Medicine mixed with compassion, it’s the very best treatment. Today was a good visit, and it’s left me highly impressed.

Walking home

So today I visited with my oldest friend. She and I have known each other since we were about three years old. Having lived on the same street for over twenty five years, it’s easy to keep in touch. Sure, we’ve both now moved away from the area – but so long as our parents remain here, our roots stay connected.

Anyhow, she and I had a nice outing which involved Starbucks –pumpkin spiced latte, hello! – followed by some Walmart browsing (flash back to age ten and us walking to the Hazeldean Mall for a first sans-parent shopping spree.
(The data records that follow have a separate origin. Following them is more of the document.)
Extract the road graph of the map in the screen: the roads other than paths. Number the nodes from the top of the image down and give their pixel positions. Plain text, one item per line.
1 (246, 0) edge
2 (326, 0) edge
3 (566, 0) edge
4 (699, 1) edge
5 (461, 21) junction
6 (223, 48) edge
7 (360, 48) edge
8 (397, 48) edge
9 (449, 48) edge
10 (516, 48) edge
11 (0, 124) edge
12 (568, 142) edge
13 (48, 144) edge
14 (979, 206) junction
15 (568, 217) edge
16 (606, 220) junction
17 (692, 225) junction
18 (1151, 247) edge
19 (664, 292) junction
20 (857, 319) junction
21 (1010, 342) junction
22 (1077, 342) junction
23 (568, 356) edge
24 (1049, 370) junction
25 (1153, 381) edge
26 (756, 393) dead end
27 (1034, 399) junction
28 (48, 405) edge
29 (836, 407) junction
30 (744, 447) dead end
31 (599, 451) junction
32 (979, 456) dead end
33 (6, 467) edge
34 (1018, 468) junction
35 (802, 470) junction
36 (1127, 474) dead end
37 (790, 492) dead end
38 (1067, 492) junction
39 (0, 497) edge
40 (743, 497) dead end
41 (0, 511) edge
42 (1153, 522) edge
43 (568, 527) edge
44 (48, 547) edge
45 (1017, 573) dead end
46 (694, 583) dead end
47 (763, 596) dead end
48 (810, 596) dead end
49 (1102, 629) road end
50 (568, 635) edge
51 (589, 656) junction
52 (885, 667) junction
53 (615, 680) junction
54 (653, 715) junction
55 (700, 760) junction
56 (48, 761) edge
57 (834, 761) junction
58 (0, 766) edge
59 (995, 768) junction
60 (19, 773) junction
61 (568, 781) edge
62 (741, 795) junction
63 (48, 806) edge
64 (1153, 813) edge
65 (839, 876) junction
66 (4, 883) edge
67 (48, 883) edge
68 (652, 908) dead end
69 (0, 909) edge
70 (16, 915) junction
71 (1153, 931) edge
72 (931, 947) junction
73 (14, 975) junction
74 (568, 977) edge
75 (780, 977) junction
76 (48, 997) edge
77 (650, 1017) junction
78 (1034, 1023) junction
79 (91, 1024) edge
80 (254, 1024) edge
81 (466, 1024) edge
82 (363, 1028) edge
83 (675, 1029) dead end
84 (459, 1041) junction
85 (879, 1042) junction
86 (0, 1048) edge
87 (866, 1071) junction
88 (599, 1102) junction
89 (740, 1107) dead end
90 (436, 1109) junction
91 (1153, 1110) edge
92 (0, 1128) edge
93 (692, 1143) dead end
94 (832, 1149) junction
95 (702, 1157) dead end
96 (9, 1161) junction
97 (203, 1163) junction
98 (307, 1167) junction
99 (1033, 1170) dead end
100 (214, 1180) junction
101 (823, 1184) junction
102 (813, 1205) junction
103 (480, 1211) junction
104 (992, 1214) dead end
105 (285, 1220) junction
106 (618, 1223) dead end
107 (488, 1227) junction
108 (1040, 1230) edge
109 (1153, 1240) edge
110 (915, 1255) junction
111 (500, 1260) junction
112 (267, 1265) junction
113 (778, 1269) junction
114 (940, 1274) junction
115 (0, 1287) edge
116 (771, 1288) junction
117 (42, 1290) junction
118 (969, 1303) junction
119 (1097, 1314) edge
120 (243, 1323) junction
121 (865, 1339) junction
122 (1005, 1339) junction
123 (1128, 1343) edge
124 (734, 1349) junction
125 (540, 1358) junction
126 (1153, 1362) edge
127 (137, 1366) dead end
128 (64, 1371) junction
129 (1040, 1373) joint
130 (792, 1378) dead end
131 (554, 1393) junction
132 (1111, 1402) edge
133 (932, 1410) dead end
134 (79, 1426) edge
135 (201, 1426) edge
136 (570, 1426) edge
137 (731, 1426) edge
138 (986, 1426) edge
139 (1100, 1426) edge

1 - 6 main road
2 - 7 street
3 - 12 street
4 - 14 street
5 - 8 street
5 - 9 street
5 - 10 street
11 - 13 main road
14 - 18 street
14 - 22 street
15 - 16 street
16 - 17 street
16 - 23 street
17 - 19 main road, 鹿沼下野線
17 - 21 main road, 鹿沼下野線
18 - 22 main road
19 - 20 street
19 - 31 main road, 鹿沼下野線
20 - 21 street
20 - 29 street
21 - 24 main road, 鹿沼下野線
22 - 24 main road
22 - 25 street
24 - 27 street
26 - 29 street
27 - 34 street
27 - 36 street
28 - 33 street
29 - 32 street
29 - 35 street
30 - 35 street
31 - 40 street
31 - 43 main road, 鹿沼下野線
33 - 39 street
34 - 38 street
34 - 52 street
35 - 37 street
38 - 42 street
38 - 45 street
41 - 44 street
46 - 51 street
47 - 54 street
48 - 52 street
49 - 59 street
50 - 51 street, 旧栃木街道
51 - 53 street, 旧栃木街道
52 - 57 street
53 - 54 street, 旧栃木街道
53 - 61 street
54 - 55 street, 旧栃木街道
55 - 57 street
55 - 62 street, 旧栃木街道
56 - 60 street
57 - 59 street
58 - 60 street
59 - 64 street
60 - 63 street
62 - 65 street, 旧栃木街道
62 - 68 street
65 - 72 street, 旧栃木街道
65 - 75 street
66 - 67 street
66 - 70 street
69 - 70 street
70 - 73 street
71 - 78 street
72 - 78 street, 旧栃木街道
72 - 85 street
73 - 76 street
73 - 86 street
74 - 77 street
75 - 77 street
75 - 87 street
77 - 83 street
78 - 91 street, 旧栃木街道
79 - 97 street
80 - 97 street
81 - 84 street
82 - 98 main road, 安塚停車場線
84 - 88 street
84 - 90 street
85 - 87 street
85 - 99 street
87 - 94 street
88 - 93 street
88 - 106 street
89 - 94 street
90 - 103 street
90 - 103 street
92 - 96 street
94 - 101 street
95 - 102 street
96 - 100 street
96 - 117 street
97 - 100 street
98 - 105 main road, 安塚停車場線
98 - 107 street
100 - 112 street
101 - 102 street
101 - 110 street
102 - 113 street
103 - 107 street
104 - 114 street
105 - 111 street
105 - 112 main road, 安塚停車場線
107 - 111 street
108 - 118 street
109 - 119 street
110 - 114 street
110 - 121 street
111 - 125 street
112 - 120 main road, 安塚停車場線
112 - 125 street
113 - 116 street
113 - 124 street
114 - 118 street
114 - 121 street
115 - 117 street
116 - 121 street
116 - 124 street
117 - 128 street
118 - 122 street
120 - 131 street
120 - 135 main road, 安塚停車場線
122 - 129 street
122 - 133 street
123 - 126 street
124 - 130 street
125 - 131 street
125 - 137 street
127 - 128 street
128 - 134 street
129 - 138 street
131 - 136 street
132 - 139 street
We went to Zellers and tried on some mini-skirts, followed by the dollar bin where I bought cheap florescent red lipstick), and after Walmart she dropped me off at her house (instead of mine) so I could take my well-loved, fondly remembered ‘walk down the street’.

Walk down the street: How many times have I strolled home along this road? Many. Countless. Each time with my head in the clouds and some stupid grin on my face. Who knows why it makes me so happy. Maybe because of the houses.

Here is the two story red brick; that women in the window had breast cancer but it’s not like I’m going to ring her doorbell. Further along is the home of my first crush, another two story; I used to bike by his house and hope that he’d be watching. And that home with the tree fort  just by the path, they had a dog who kept getting loose. Over there with the fancy garden and dark windows, the dad here once gave me a music box and I still have it today (unfortunately, the mechanism broke). Next is the place with those little blond girls, and beside it the house of our neighbours, who always have a wine opener when we need one. And there is my house, single story – the place where so much has happened. It’s like being on a game show of ‘this is your life’ except it’s not only my life, it’s my community – these people are part of me in some weird way that almost no longer seems relevant, and yet is unforgettable. I love walking down this street. It always feels good.

Funny, eh. I look at the houses and the paintwork and the driveways and the snow soaked lawns . . . but forget home renovations, it’s the feelings that impress me –  I feel the memories.   Maybe that’s why I smile.

Merry Christmas

Just a quickie post today – We’ve gotten up and shared the presents, up next are Eggs Benedict followed by a day of Family FUN (i.e. eating, relaxing, making dinner).

Merry Christmas to everyone. I hope your day is full of love and celebration. Later on I’ll write some more, but for today I’d like to simply enjoy the moment.

Joyeaux Noel, Boldog Karácsonyi, Merry Christmas! Wohoo!